Unos minutos antes de telefonear había estado buscando una tienda de ropa usada “americana”, USA Importaciones, en Barrio Amón, de donde salí con el único traje entero gris que tendría en mi vida. Había comprado una corbata negra, porque Dante no guardaba corbatas entre sus múltiples chucherías y clasificaciones entomológicas de cosas rarísimas. De gris y corbata negra me parecería al joven profesor de lógica en La Rioja que debió de ser el Dante, pero eso no iba conmigo. Pero tenía que buscarle un poco de dignidad a mi dolor para acercarme al funeral de mi único hijo.

El traje no se notaba prestado, pero tenía, eso sí, el infalible brillo de la tela que está a punto de pasar a mejor vida. Me hice la barba y la mano me temblaba tanto que me corté cuantas veces pude y mientras lo hacía me encontré con el espejo más implacable de toda mi vida: el espejo de Dante dejaba ver un poco más allá del espejo.
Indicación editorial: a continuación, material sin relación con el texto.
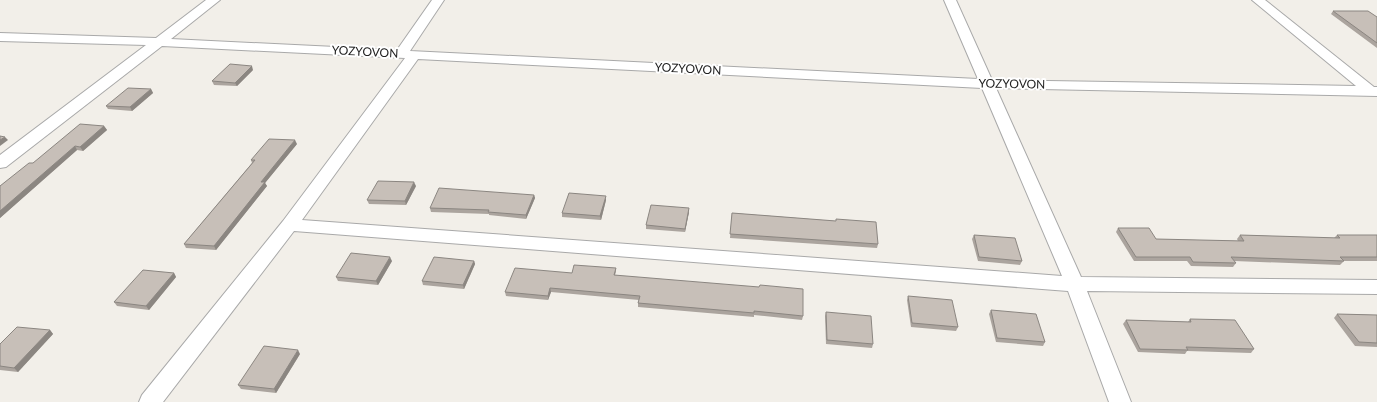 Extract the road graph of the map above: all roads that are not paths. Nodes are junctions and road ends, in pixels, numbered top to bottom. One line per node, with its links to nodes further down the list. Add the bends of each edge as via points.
1 (214, 0): 6 (street)
2 (438, 0): 7 (street)
3 (950, 0): 8 (street)
4 (1258, 0): 9 (street)
5 (0, 38): 6 (street, YOZYOVON)
6 (159, 42): 7 (street, YOZYOVON); 10 (street)
7 (407, 55): 8 (street, YOZYOVON); 11 (street)
8 (988, 84): 9 (street, YOZYOVON); 12 (street)
9 (1375, 93)
10 (0, 163)
11 (289, 225): 12 (street); 14 (street)
12 (1075, 284): 13 (street); 15 (street)
13 (1377, 287)
14 (150, 402)
15 (1120, 402)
Permitía ver a un hombre cansado, con el que me costaba trabajo identificarme o al menos sentirme integrado, a un idiota conciente de sí mismo, dicho esto en mi descargo, desilusionado, abatido y envejecido, por un lado; y por el otro, ansioso, inestable y frágil, avocado a cerrar lo más pronto posible una etapa de su vida y, si la vida daba para tanto, abrir la siguiente. Retrato del artista gravemente jodido.
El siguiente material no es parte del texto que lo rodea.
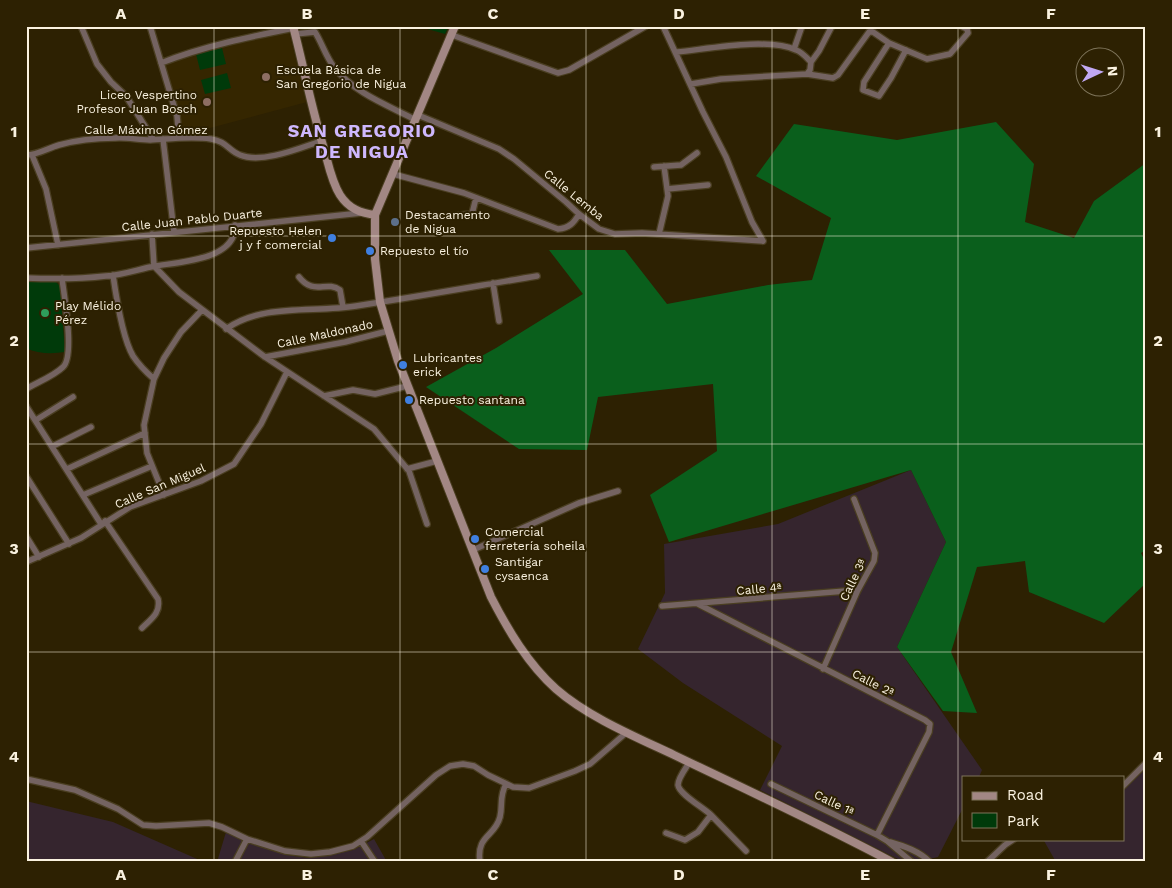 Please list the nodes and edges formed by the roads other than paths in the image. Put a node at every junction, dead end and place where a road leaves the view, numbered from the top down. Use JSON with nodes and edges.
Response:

Así que no me vi tan mal como para no enfrentarme conmigo mismo, asumir la emputecida culpa, la culpabilidad extrema que todo esto me causaba. Sí, sí, la culpa que me ha perseguido durante toda mi vida, desde que nací, y que me hace sentirme traidor a la Comandante, a la Revolución y a la Contrarrevolución. Todo en el mismo saco. Así que hay un momento en que me digo: bueno, ¿y qué más da? De por si. Así que cogí el teléfono y llamé. Pero no, Marcela Gómez, no me diste ninguna oportunidad de expiar mi culpa, de aparentar o de creer realmente que se había muerto una parte de mí. No me diste otra opción que tomar el directorio telefónico y comenzar a llamar a todas las funerarias hasta averiguar los datos del entierro de mi hijo. Pero entre la segunda y la tercera llamada vos llamaste. Quise que fueras vos, pero pensé que era el Dante, pero no, eras vos, Marcela Gómez. Y qué difícil hablar después de tantos años. ¿Le había dejado el número a tu hermano? Seguro.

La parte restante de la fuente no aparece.